Copy the listing exactly as given. Omit every picture.

::::

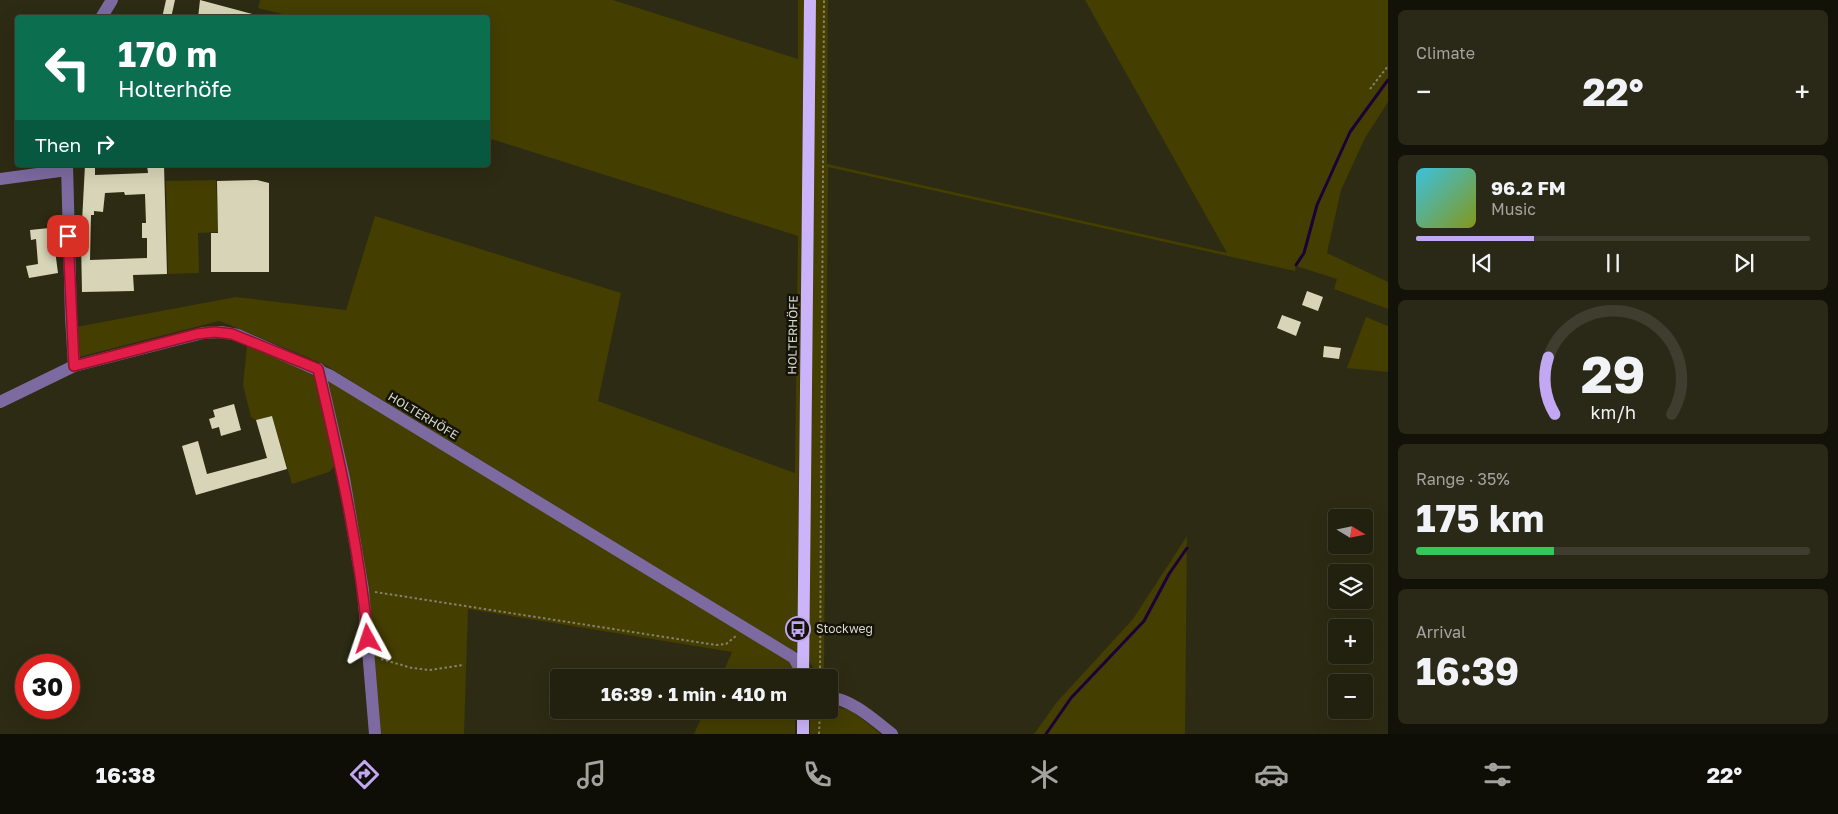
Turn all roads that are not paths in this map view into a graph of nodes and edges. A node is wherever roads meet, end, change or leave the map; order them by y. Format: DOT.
graph roads {
  1 [pos="112,0"];
  2 [pos="810,0"];
  3 [pos="103,15"];
  4 [pos="67,168"];
  5 [pos="0,179"];
  6 [pos="74,366"];
  7 [pos="318,369"];
  8 [pos="0,402"];
  9 [pos="800,669"];
  10 [pos="804,669"];
  11 [pos="838,698"];
  12 [pos="803,719"];
  13 [pos="375,734"];
  14 [pos="803,734"];
  15 [pos="892,734"];
  1 -- 3 [label="street"];
  2 -- 10 [label="main road, HOLTERHÖFE"];
  4 -- 5 [label="street"];
  4 -- 6 [label="street"];
  6 -- 7 [label="street, HOLTERHÖFE"];
  6 -- 8 [label="street, HOLTERHÖFE"];
  7 -- 9 [label="street, HOLTERHÖFE"];
  7 -- 13 [label="street"];
  11 -- 15 [label="street"];
  12 -- 14 [label="main road"];
}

::::

* [Exercise answer]
Turn all roads that are not paths in this map view into a graph of nodes and edges. A node is wherever roads meet, end, change or leave the map; order them by y. Format: DOT.
graph roads {
  1 [pos="112,0"];
  2 [pos="810,0"];
  3 [pos="103,15"];
  4 [pos="67,168"];
  5 [pos="0,179"];
  6 [pos="74,366"];
  7 [pos="318,369"];
  8 [pos="0,402"];
  9 [pos="800,669"];
  10 [pos="804,669"];
  11 [pos="838,698"];
  12 [pos="803,719"];
  13 [pos="375,734"];
  14 [pos="803,734"];
  15 [pos="892,734"];
  1 -- 3 [label="street"];
  2 -- 10 [label="main road, HOLTERHÖFE"];
  4 -- 5 [label="street"];
  4 -- 6 [label="street"];
  6 -- 7 [label="street, HOLTERHÖFE"];
  6 -- 8 [label="street, HOLTERHÖFE"];
  7 -- 9 [label="street, HOLTERHÖFE"];
  7 -- 13 [label="street"];
  11 -- 15 [label="street"];
  12 -- 14 [label="main road"];
}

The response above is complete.